▶ [Work to be completed] If a line in the entries below contains "بسیج", copy it.

** Opening Input material block **

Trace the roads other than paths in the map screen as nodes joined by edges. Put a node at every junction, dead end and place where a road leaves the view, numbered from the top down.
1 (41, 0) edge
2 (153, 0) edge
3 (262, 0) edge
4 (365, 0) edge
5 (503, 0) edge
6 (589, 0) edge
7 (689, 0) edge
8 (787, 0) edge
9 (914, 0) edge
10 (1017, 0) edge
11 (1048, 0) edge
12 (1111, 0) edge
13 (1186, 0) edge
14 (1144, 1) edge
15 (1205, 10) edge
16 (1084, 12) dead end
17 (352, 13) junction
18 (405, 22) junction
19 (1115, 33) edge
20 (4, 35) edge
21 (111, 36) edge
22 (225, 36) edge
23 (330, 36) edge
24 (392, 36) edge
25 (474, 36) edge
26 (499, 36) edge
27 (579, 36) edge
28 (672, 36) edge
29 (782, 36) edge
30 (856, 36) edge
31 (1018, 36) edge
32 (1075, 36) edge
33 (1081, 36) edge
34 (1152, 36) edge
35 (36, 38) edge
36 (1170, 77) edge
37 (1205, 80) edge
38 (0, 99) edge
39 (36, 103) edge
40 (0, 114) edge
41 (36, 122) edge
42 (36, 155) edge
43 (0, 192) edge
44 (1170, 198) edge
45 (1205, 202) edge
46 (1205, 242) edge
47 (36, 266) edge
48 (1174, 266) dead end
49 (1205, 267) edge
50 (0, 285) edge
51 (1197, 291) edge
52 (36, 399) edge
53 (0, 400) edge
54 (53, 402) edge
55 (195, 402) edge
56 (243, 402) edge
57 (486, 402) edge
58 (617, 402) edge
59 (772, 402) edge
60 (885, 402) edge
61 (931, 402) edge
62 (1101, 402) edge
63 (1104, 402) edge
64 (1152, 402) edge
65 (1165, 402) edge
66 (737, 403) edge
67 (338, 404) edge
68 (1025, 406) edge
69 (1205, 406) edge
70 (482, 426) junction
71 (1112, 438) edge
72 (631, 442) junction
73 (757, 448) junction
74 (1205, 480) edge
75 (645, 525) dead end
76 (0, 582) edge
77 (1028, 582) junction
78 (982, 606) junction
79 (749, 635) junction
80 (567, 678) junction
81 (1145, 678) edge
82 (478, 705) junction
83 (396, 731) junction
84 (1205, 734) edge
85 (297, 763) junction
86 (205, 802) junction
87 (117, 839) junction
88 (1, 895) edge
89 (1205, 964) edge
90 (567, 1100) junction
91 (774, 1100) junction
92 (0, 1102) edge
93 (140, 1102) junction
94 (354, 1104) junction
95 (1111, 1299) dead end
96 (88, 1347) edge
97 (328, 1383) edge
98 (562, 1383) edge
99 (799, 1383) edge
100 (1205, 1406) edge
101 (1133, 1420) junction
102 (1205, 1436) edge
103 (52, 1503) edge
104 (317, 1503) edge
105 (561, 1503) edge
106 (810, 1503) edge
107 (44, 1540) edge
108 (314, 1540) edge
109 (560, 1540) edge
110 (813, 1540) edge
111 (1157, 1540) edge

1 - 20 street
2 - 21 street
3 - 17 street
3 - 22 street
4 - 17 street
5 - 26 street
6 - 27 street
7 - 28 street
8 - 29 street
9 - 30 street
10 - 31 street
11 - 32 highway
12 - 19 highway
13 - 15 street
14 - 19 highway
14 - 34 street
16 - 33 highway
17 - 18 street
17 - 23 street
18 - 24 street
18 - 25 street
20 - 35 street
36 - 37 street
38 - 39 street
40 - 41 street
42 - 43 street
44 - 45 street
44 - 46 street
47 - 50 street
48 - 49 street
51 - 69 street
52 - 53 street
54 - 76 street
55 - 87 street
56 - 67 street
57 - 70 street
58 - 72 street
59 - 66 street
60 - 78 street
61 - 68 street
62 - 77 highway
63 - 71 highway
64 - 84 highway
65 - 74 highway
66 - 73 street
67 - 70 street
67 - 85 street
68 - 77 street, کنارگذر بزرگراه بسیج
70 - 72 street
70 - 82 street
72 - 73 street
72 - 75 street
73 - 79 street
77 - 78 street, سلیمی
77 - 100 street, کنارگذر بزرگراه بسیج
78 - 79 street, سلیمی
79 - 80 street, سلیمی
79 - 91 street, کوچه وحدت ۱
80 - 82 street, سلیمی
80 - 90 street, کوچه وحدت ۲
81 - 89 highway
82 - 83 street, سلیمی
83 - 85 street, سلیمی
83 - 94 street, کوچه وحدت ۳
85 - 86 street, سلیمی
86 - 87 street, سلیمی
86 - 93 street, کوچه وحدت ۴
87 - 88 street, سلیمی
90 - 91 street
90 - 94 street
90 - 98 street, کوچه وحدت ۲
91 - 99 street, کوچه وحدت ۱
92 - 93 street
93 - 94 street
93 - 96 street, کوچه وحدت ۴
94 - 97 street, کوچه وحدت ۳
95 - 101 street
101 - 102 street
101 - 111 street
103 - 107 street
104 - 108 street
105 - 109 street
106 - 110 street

** Closing Input material block **

▶ [Task response]
68 - 77 street, کنارگذر بزرگراه بسیج
77 - 100 street, کنارگذر بزرگراه بسیج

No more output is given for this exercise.